----- Data supplied -----

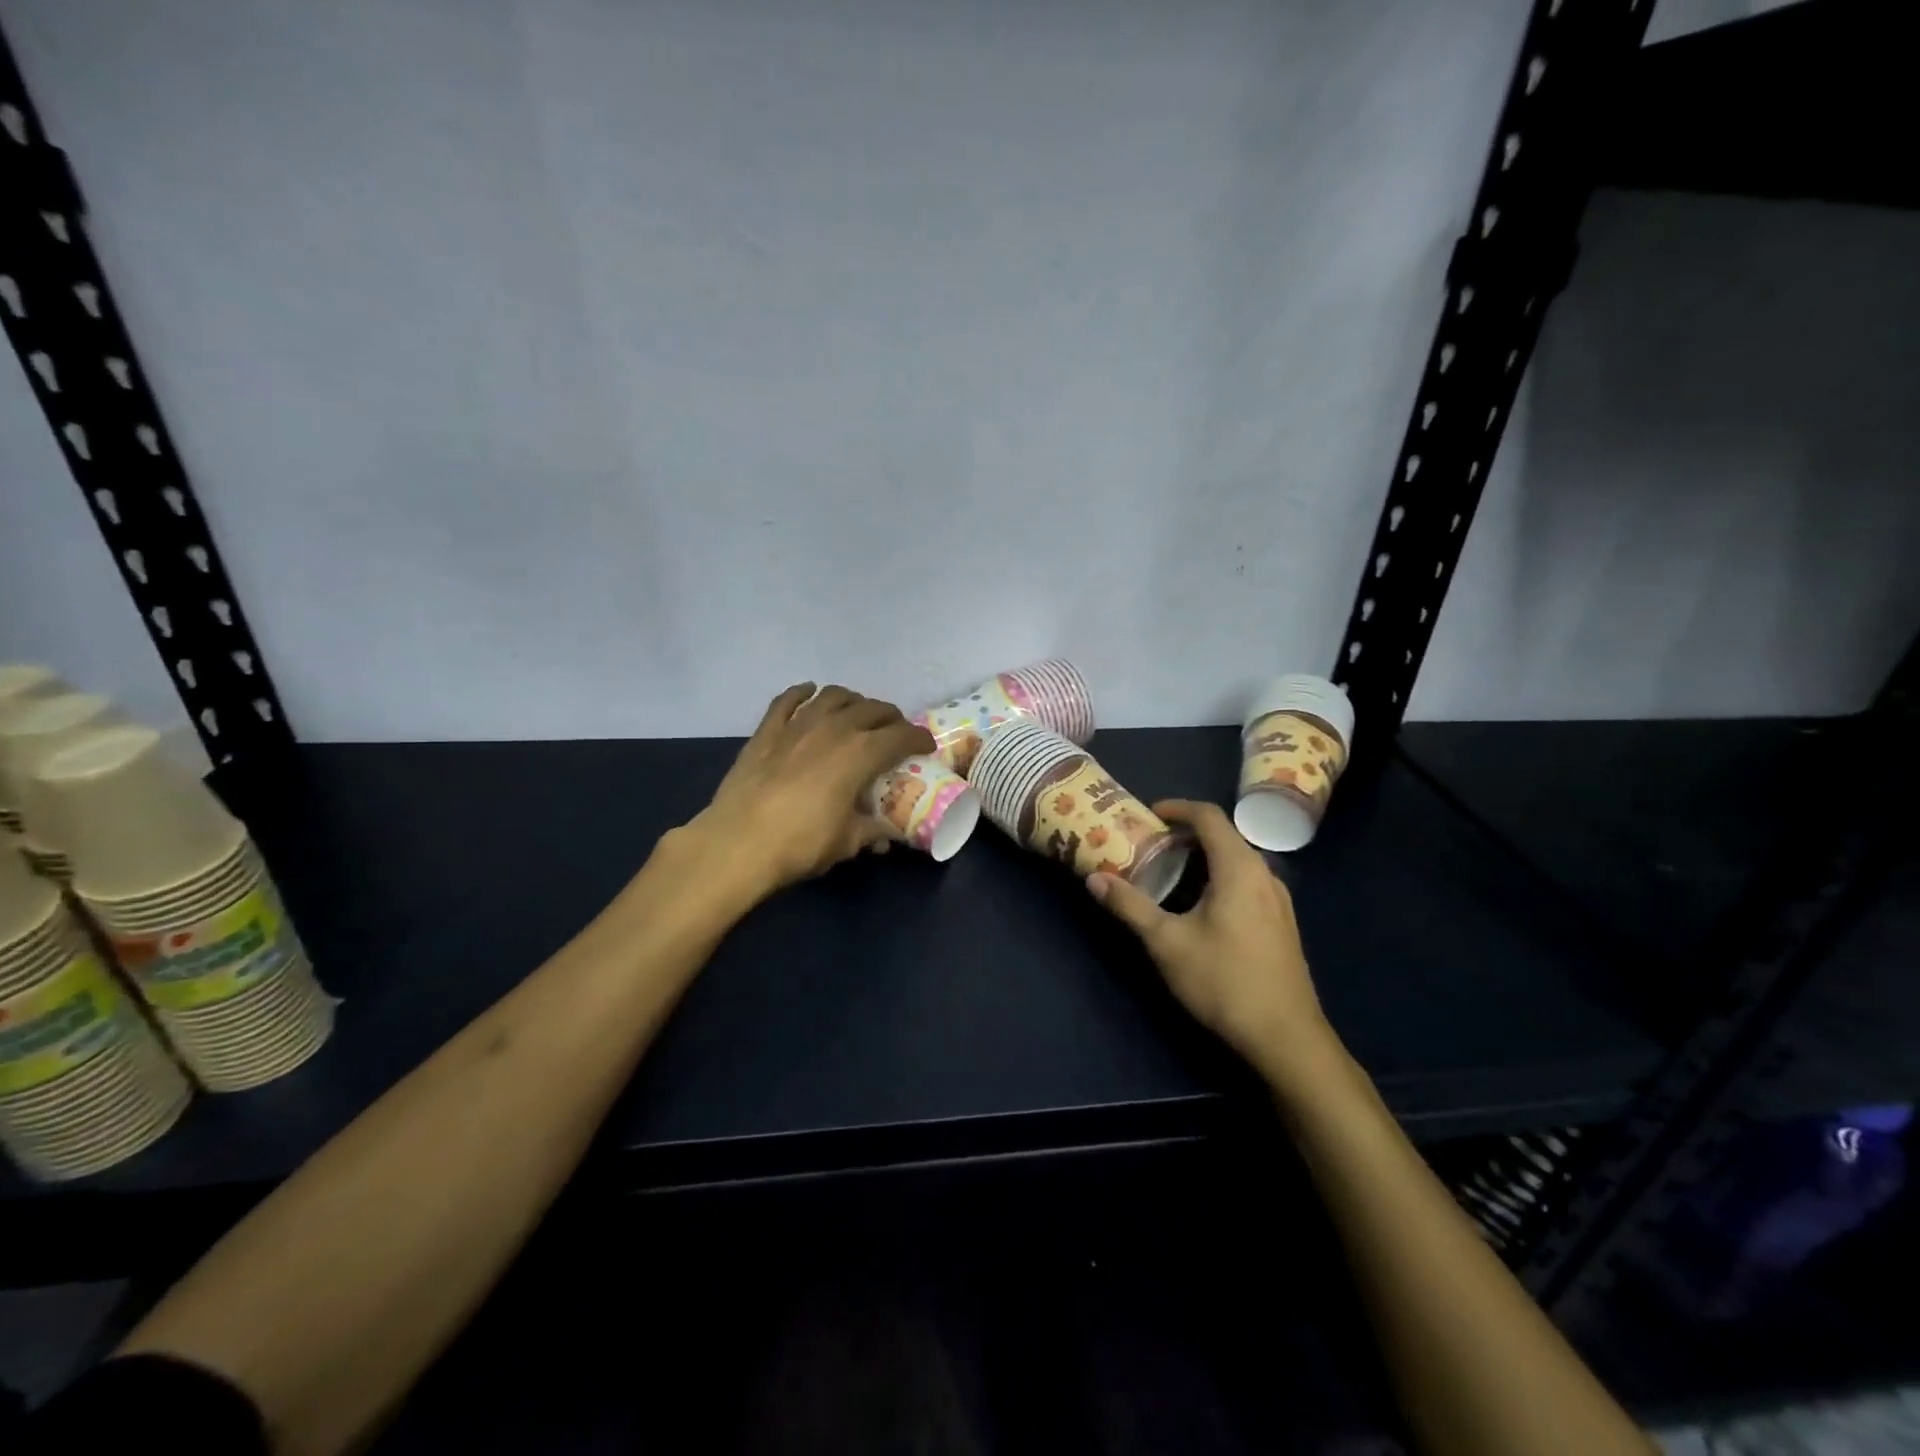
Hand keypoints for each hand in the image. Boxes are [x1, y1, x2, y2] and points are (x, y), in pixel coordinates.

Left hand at [683, 683, 934, 902]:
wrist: (738, 843)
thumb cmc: (801, 844)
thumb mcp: (847, 842)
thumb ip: (872, 831)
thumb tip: (887, 835)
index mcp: (861, 753)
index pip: (901, 736)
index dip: (918, 739)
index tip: (925, 746)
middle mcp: (834, 728)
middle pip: (871, 709)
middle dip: (889, 718)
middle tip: (893, 732)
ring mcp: (797, 725)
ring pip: (832, 696)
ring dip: (852, 700)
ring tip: (857, 712)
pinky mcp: (766, 731)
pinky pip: (787, 700)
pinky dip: (802, 693)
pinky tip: (808, 693)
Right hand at [1087, 800, 1338, 1083]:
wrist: (1285, 1037)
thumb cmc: (1223, 981)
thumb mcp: (1166, 942)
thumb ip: (1129, 906)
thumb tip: (1094, 879)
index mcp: (1239, 868)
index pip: (1209, 816)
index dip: (1177, 807)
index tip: (1148, 814)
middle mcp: (1264, 874)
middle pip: (1224, 835)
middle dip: (1186, 833)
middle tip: (1150, 844)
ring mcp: (1279, 899)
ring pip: (1238, 859)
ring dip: (1204, 856)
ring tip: (1169, 871)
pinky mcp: (1282, 922)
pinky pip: (1248, 881)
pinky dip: (1220, 876)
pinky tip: (1201, 905)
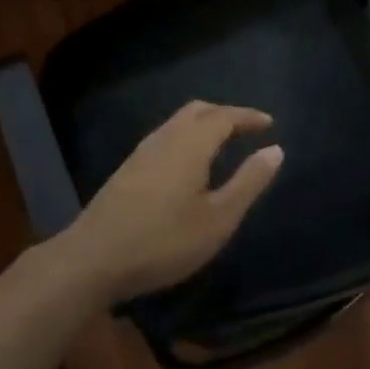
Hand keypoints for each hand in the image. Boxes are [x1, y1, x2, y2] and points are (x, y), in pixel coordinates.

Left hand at [57, 102, 283, 301]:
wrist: (94, 257)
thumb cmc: (164, 241)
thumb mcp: (217, 219)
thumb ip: (248, 182)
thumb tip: (275, 150)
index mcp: (190, 143)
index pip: (224, 116)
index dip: (248, 117)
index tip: (269, 123)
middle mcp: (166, 136)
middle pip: (199, 111)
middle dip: (226, 115)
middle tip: (247, 130)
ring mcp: (142, 151)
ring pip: (178, 122)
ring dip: (204, 124)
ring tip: (223, 144)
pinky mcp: (128, 167)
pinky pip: (166, 136)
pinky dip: (187, 137)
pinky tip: (189, 164)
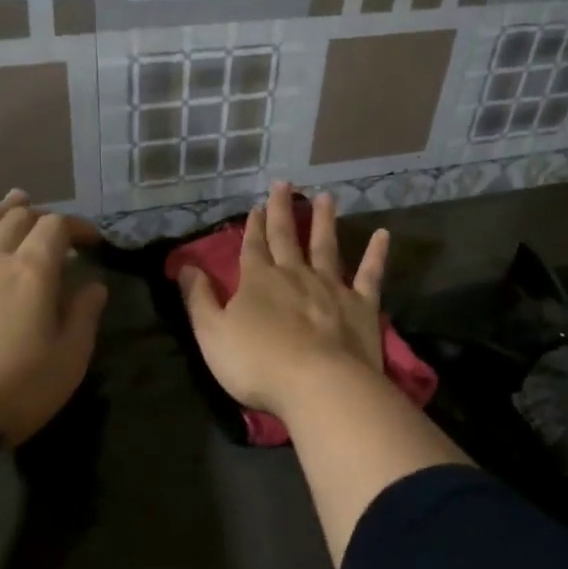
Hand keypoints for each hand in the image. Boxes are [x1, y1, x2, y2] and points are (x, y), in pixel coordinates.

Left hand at [0, 190, 107, 448]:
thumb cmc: (10, 390)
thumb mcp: (67, 360)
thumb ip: (83, 317)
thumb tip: (94, 286)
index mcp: (31, 272)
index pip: (56, 228)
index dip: (76, 226)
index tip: (90, 240)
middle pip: (13, 221)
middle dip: (36, 215)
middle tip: (49, 222)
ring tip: (6, 207)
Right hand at [177, 182, 390, 420]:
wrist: (318, 384)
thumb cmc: (258, 363)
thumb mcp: (212, 334)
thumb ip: (198, 299)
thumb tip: (184, 266)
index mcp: (259, 280)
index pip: (253, 247)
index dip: (253, 227)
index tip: (256, 206)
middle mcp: (295, 274)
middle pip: (286, 237)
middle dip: (283, 210)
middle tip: (286, 184)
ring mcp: (331, 287)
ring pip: (326, 246)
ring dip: (325, 220)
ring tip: (325, 197)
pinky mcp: (362, 305)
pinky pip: (370, 274)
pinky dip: (376, 254)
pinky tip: (383, 235)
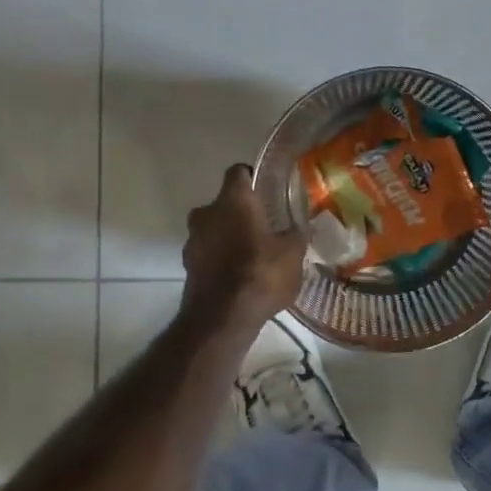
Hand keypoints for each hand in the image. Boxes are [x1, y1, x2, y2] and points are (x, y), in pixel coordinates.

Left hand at [182, 164, 305, 320]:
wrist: (222, 318)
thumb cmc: (260, 272)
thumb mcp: (293, 253)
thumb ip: (296, 234)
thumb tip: (302, 226)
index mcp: (232, 200)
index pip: (238, 172)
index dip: (252, 178)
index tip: (266, 189)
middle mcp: (206, 213)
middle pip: (222, 203)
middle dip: (240, 212)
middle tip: (263, 225)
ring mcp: (192, 241)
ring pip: (212, 230)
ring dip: (228, 237)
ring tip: (252, 254)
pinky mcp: (187, 267)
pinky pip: (207, 255)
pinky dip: (220, 260)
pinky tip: (239, 276)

-----

> _About this exercise_: All records are to be reproduced exactly; the pictures are to be omitted.

> _Response to the exercise_:
Hand keypoints for each hand in the image. Boxes are [x1, y1, x2, y2] and points are (x, y), in pixel coordinates.

Left hand at [683, 683, 934, 902]:
wrist: (738, 843)
thumb cmc: (801, 844)
thumb mcp: (847, 842)
thumb ip: (872, 831)
thumb tip: (887, 835)
index mcp: (861, 753)
index pip: (901, 736)
index dip: (918, 739)
index tip: (925, 746)
middle mcp: (834, 728)
middle pip: (871, 709)
middle dip: (889, 718)
middle tip: (893, 732)
ring mcp: (797, 725)
ring pip: (832, 696)
ring dip: (852, 700)
ring tip: (857, 712)
pinky mcp: (766, 731)
pinky pip: (787, 700)
pinky dip: (802, 693)
pinky tip: (808, 693)
Right hand at [1087, 800, 1338, 1083]:
wrist: (1285, 1037)
thumb cmc: (1223, 981)
thumb mcp: (1166, 942)
thumb ip: (1129, 906)
thumb tip: (1094, 879)
index mcp: (1239, 868)
index pip: (1209, 816)
index dip: (1177, 807)
index tip: (1148, 814)
middle mcp: (1264, 874)
middle pip: (1224, 835)
middle dip: (1186, 833)
middle tip: (1150, 844)
ring mcp: (1279, 899)
ring pip: (1238, 859)
ring dip: (1204, 856)
ring tip: (1169, 871)
pinky mcp: (1282, 922)
pinky pip: (1248, 881)
pinky dip: (1220, 876)
pinky tip: (1201, 905)
Hand keypoints for each hand in the image. Boxes are [x1, y1, x2, y2] and points are (x, y), in pixel coordinates.

Left hand at [57, 102, 283, 301]:
wrist: (94, 257)
thumb cmc: (164, 241)
thumb mcp: (217, 219)
thumb ip: (248, 182)
thumb tip: (275, 150)
index mcp: (190, 143)
index pip: (224, 116)
index dip: (248, 117)
index tip: (269, 123)
middle mcp: (166, 136)
middle pip: (199, 111)
middle dip: (226, 115)
middle tip: (247, 130)
ring mcp: (142, 151)
ring pip: (178, 122)
ring dip: (204, 124)
ring tip: (223, 144)
pinky mcp: (128, 167)
pinky pip: (166, 136)
pinky dip: (187, 137)
pinky tip: (189, 164)
Hand keypoints for each hand in the image. Boxes are [x1, y1, x2, y2] and points are (x, y), in pixel coordinates.

Left hand at [0, 190, 107, 448]:
thumb cmc: (10, 390)
thumb mcp: (67, 360)
thumb ip: (83, 317)
thumb tip: (94, 286)
index mcp: (31, 272)
index pip: (56, 228)
index dip: (76, 226)
index tip: (90, 240)
middle pip: (13, 221)
middle dip: (36, 215)
middle tip: (49, 222)
ring tip: (6, 207)
Right hand at [177, 182, 390, 420]:
wrist: (318, 384)
thumb cmc: (258, 363)
thumb mcp: (212, 334)
thumb ip: (198, 299)
thumb tip: (184, 266)
index mcp: (259, 280)
index pip: (253, 247)
index dip: (253, 227)
index tip: (256, 206)
middle mcp: (295, 274)
middle pip: (286, 237)
middle dip: (283, 210)
middle tip: (286, 184)
ring mcp: (331, 287)
ring pip: (326, 246)
ring dip: (325, 220)
ring tip: (325, 197)
pinky mcp: (362, 305)
pinky pip: (370, 274)
pinky dip: (376, 254)
pinky tip: (383, 235)
Hand keypoints for each hand in the image. Boxes are [x1, y1, x2, y2] and points are (x, y), in pixel coordinates.

Left hand at [182, 164, 305, 320]:
wrist: (222, 318)
thumb cmc: (260, 272)
thumb mcp: (293, 253)
thumb ip: (296, 234)
thumb tip: (302, 226)
index mcp: (232, 200)
index pip: (238, 172)
index dip: (252, 178)
index tip: (266, 189)
middle mcp: (206, 213)
middle pip: (222, 203)
middle dip: (240, 212)
middle tip: (263, 225)
ring mcp: (192, 241)
ring pip: (212, 230)
ring dip: (228, 237)
ring tip: (252, 254)
pinky mcp: (187, 267)
pinky pip: (207, 255)
pinky dip: (220, 260)
pinky tip: (239, 276)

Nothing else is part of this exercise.